*** Extracted data ***
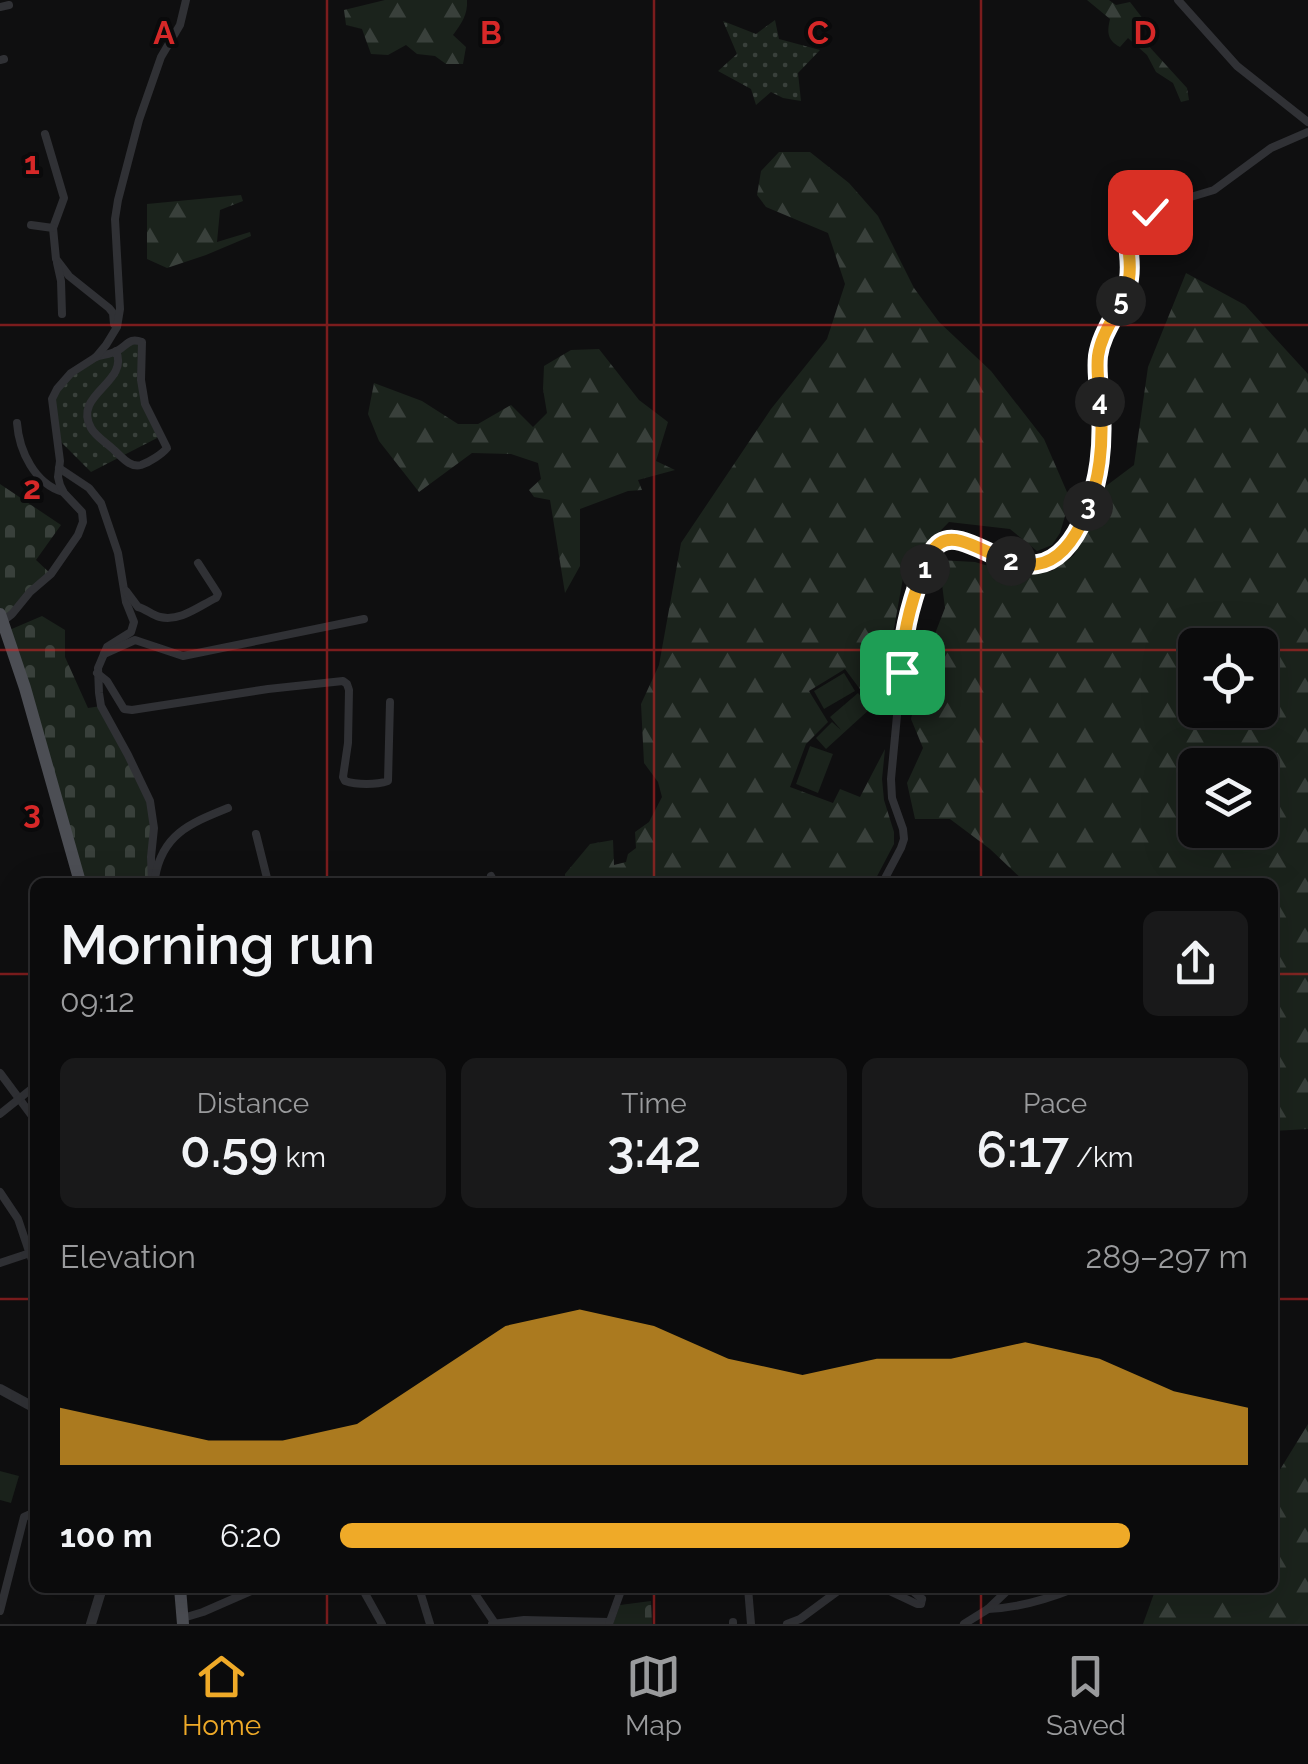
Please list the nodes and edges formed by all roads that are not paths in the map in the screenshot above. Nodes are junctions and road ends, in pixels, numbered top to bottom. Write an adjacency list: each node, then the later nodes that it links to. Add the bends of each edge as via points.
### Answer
1 (186, 0): 10 (street, via 161,57 118,200 120,309)
2 (1178, 0): 3 (street, via 1236,66)
3 (1308, 122)
4 (1308, 132): 29 (street, via 1271,148 1214,190 1146,214 1131,229 1128,281 1098,358 1099,472 1084,518 1059,554 1024,564 948,540 929,556 905,631 892,760 892,798 904,839)
5 (45, 134): 7 (street, via 64,198)
6 (31, 226): 7 (street)
7 (53, 228): 8 (street)
8 (56, 258): 9 (street); 10 (street, via 110,308)
9 (62, 314)
10 (112, 336): 12 (street)
11 (116, 352): 11 (street, via 128,341 142,342 145,404 167,444 143,464 132,465 92,429 88,416 90,403 118,371); 12 (street)
12 (96, 356): 14 (street, via 72,372 52,399)
13 (17, 423): 15 (street, via 20,445 42,481)
14 (59, 468): 15 (street); 17 (street, via 101,503)
15 (64, 492): 19 (street, via 82,512 80,532 51,574)
16 (198, 563): 17 (street, via 218,596 184,616 140,608)
17 (124, 587): 20 (street, via 134,627)
18 (364, 620): 20 (street, via 183,656 135,640)
19 (2, 622): 25 (main road)
20 (104, 654): 21 (street)
21 (97, 674): 22 (street, via 124,709 132,710 343,681 349,690 342,777 351,783 388,781); 26 (street, via 101,706 150,801)
22 (390, 702)
23 (228, 808): 27 (street, via 183,829 161,854)
24 (256, 834): 28 (street)
25 (79, 878)
26 (153, 878)
27 (154, 878)
28 (267, 878)
29 (884, 878)
30 (0, 1074): 32 (street)
31 (30, 1090): 32 (street)
32 (18, 1099): 33 (street); 34 (street)
33 (0, 1114)
34 (30, 1114)
35 (0, 1192): 36 (street)
36 (30, 1253): 37 (street)
37 (0, 1263)
38 (0, 1389): 39 (street)
39 (30, 1405)
40 (30, 1514): 55 (street)
41 (100, 1593): 59 (street)
42 (180, 1593): 56 (main road)
43 (247, 1593): 56 (street)
44 (365, 1593): 60 (street)
45 (421, 1593): 61 (street)
46 (474, 1593): 57 (street)
47 (620, 1593): 58 (street)
48 (749, 1593): 62 (street)
49 (835, 1593): 63 (street)
50 (894, 1593): 51 (street, via 921,1604)
51 (915, 1593)
52 (1005, 1593): 54 (street)
53 (1062, 1593): 54 (street)
54 (988, 1609): 64 (street); 65 (street)
55 (0, 1610)
56 (183, 1621)
57 (493, 1623): 58 (street)
58 (609, 1623)
59 (91, 1624)
60 (382, 1624)
61 (430, 1624)
62 (751, 1624)
63 (787, 1624)
64 (964, 1624)
65 (980, 1624)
***
▶ What the task asks:
Show every line in the listing above that carries the word "road".

▶ Output of the task:
Please list the nodes and edges formed by all roads that are not paths in the map in the screenshot above. Nodes are junctions and road ends, in pixels, numbered top to bottom. Write an adjacency list: each node, then the later nodes that it links to. Add the bends of each edge as via points.
19 (2, 622): 25 (main road)
42 (180, 1593): 56 (main road)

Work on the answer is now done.